SeanAppleby commented on How People Get Rich Now   paulgraham.com/richnow.ht... · Posted by u/prakhargurunani
Balgair · 4 years ago
Are the fake-meat companies tech companies? I thought they are more like contract manufacturers, brewers, or other industrial foodstuffs.

No doubts on the access to cheap debt, though.

SeanAppleby · 4 years ago
I think it depends purely on your definition of "tech".

Impossible engineering soybeans to produce more heme to make fake meat behave more like meat is a technology, in that it is a novel innovation applied to solve a real world problem.

But in modern common parlance "tech" tends to mean either that a company's offering is either entirely or heavily augmented by new software, or that the company has ties to a specific network of talent/investors/etc, or that the company has very low incremental costs per user. In those cases, they might not be a tech company.

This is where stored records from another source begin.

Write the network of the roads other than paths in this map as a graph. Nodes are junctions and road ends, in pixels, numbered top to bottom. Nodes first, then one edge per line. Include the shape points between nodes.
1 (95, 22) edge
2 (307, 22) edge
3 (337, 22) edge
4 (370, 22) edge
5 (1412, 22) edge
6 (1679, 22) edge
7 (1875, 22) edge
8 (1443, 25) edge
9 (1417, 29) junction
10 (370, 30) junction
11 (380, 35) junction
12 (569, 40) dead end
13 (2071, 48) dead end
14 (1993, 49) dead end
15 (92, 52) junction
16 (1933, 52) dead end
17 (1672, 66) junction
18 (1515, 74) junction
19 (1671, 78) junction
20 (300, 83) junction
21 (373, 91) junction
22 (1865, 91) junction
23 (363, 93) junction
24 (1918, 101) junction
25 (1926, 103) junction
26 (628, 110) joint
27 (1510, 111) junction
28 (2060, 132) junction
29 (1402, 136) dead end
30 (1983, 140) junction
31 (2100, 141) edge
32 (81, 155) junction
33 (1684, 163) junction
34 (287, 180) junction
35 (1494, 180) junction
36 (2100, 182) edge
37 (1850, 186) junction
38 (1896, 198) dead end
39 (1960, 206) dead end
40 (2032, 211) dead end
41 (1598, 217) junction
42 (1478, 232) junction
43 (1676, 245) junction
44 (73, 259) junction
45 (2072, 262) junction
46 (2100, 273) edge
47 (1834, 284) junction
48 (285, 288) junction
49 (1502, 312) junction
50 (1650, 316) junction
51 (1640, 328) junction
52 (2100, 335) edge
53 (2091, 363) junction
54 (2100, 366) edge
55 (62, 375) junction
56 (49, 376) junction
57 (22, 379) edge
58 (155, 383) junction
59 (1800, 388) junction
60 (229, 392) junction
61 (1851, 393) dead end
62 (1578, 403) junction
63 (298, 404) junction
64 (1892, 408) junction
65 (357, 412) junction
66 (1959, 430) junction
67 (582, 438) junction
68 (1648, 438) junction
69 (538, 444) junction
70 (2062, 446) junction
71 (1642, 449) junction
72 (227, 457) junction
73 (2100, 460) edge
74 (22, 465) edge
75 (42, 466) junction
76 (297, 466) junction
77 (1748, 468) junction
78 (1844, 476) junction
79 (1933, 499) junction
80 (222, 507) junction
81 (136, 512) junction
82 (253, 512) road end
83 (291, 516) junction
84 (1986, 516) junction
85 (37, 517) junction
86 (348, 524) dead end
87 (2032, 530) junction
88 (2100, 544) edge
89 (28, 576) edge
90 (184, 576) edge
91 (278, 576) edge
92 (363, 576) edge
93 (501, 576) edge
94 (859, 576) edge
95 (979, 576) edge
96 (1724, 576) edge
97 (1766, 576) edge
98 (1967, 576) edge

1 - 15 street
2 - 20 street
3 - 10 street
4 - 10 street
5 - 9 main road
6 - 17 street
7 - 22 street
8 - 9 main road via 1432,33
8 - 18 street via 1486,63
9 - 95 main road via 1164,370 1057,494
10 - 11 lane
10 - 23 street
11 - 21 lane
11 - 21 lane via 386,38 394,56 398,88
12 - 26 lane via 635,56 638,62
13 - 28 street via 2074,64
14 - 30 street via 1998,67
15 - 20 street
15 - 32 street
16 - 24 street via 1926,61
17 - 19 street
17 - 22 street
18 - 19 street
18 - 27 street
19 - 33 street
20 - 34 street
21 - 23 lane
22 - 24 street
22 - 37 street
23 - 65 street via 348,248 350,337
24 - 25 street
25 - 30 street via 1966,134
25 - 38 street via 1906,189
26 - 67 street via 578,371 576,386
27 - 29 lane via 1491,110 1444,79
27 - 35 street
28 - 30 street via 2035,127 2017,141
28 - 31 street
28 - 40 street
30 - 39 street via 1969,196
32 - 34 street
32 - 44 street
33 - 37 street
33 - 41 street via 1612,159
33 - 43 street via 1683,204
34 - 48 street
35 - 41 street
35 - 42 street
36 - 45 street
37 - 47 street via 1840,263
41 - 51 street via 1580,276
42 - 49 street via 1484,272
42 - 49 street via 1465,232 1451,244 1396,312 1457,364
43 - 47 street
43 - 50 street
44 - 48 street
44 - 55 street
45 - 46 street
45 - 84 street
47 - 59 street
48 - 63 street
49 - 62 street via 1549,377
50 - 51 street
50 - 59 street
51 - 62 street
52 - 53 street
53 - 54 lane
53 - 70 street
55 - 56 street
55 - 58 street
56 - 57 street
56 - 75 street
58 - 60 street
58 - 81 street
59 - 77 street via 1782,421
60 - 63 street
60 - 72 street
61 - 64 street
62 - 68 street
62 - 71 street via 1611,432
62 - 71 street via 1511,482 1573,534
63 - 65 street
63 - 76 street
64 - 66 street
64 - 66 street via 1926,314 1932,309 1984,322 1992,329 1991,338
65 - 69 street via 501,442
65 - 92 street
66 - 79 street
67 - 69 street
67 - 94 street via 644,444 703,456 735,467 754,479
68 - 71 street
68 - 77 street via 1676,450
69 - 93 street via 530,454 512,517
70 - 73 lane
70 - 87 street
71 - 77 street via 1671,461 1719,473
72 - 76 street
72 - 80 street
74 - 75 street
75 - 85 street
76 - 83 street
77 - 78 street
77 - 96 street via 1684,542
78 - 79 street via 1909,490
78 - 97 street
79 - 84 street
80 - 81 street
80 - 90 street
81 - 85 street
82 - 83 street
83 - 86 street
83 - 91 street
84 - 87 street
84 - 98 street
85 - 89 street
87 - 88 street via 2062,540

SeanAppleby commented on Harvard University Won’t Require SAT, ACT for Admissions Next Year   wsj.com/articles/harvard-... · Posted by u/zachthewf
Spivak · 5 years ago
I think there’s a silver lining to all of this behavior in that it demonstrates that nothing really matters when it comes to determining if you’ll be successful in college.

Test scores don’t prove much except who had the resources, time, and motivation to study the most. You could replace the SAT and ACT with obscure movie trivia and you’d see roughly the same distribution of scores and it would have the same predictive power. The people who signal that they’re willing to put it a lot of time, money, and effort into their education do well… surprised pikachu.

There’s no such thing as qualified for college outside of a genuine desire and motivation to do it.

So I don’t see any sort of contradiction in colleges admitting people based on novelty, coolness, and straight-up effort.

SeanAppleby · 5 years ago
My understanding is that SAT scores are significantly correlated with wealth (resources, time, externally imposed motivation), but not by as much as other admissions criteria, and that equity in educational attainment dramatically improved after standardized tests were introduced.
SeanAppleby commented on Young U.S. men having a lot less sex in the 21st century, study shows   reuters.com/article/us-us... · Posted by u/pseudolus
watwut · 5 years ago
Having home should not be requirement for having children. You quite literally don't need it.
SeanAppleby · 5 years ago
People want to provide a stable home for their children.

Having to move can mean your kid has to find all new friends, and if buying a home is a complete impossibility for you, you might be further down Mazlowe's hierarchy than starting a family, and might have a life that's more financially brittle than you'd want it to be when you're taking care of kids.